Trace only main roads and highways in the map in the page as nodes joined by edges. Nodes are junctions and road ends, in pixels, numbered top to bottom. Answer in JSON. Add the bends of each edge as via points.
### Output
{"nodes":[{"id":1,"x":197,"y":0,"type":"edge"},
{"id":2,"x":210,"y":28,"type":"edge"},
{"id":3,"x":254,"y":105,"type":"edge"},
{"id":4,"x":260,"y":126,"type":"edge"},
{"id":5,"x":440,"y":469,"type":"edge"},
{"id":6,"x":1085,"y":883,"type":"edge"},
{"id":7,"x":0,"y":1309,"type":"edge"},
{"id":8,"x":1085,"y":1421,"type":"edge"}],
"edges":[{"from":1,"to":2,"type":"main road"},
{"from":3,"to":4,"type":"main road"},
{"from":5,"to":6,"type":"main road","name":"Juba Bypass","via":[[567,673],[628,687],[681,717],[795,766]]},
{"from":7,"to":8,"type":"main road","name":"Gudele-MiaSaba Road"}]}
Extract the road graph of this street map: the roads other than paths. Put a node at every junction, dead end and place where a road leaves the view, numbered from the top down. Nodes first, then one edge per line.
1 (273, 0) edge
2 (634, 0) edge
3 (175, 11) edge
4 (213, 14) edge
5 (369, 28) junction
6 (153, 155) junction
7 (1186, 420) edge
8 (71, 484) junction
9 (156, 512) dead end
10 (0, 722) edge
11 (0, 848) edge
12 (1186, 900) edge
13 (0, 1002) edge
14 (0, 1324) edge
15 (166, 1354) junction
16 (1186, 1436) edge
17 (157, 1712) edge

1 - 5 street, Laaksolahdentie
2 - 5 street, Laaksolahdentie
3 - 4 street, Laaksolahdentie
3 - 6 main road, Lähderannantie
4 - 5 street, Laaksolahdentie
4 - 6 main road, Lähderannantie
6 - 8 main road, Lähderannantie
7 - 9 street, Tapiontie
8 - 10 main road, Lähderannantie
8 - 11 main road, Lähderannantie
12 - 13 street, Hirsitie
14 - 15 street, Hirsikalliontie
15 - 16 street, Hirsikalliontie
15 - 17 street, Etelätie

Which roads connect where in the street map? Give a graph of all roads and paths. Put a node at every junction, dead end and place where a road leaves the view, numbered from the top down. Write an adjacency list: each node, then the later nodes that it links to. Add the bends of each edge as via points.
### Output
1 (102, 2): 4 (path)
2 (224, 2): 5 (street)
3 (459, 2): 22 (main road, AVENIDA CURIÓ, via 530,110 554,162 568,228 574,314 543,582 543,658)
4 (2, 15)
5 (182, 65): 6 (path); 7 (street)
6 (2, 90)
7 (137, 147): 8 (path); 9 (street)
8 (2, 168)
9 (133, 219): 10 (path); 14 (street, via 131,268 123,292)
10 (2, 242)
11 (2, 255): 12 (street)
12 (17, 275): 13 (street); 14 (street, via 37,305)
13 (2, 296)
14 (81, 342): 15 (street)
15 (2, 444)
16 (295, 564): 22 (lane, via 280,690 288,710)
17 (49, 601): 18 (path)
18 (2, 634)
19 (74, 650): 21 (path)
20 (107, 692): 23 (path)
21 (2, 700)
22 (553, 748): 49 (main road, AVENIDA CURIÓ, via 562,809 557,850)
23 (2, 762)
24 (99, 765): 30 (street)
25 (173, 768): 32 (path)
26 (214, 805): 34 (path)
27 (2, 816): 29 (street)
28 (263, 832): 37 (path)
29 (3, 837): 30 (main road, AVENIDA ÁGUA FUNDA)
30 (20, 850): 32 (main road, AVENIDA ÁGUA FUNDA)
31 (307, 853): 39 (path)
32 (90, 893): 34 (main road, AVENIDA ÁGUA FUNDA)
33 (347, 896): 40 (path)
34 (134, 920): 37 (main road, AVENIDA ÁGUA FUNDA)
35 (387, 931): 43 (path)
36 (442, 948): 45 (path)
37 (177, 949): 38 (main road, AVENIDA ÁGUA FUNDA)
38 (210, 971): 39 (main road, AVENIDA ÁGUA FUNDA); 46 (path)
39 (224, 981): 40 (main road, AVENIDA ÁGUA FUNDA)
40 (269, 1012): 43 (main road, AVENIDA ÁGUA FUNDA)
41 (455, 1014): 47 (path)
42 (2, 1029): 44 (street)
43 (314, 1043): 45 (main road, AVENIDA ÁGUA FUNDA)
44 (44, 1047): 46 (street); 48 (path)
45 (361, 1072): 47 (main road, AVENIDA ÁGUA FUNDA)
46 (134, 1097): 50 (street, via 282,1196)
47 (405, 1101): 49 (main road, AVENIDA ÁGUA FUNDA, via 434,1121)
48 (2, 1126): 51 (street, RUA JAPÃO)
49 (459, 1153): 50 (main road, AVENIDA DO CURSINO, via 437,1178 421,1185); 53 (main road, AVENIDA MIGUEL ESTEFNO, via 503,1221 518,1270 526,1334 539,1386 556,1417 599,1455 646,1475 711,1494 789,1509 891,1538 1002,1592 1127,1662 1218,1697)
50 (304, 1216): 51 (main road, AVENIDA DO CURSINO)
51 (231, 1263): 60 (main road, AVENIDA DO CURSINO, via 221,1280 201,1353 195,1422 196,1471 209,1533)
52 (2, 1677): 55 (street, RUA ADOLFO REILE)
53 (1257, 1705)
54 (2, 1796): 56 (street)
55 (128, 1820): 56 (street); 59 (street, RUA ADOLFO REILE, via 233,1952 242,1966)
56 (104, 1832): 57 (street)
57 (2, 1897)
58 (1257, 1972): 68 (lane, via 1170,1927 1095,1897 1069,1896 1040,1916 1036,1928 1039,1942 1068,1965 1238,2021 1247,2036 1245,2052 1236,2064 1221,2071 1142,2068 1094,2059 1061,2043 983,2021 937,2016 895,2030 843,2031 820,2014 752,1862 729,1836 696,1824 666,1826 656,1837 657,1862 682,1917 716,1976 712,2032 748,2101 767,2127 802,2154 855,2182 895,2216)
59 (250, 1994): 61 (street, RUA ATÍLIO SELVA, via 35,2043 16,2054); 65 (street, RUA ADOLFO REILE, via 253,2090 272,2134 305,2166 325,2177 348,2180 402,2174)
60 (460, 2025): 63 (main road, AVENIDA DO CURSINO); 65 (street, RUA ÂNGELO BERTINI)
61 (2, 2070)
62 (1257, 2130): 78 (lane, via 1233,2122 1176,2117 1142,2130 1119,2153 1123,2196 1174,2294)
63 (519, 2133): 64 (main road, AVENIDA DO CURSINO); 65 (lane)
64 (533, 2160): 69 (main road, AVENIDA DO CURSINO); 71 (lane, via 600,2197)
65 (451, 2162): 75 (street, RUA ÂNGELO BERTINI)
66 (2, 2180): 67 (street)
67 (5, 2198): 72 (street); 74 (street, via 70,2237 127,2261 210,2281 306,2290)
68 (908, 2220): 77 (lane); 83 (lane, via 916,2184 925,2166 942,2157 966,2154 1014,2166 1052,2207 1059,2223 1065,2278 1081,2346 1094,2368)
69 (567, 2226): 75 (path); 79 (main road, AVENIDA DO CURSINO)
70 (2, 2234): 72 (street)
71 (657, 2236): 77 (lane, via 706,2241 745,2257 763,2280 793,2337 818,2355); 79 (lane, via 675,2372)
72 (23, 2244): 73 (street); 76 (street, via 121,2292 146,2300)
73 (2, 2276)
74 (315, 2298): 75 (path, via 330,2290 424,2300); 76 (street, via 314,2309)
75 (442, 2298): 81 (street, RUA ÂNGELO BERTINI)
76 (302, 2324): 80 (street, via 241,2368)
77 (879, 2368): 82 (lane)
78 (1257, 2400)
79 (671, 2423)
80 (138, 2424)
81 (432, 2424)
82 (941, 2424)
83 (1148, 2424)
-*-
* [The problem] Where does the string "Lähderannantie" appear in the records above? Show every line that holds it.

* [Exercise answer]
3 - 6 main road, Lähderannantie
4 - 6 main road, Lähderannantie
6 - 8 main road, Lähderannantie
8 - 10 main road, Lähderannantie
8 - 11 main road, Lähderannantie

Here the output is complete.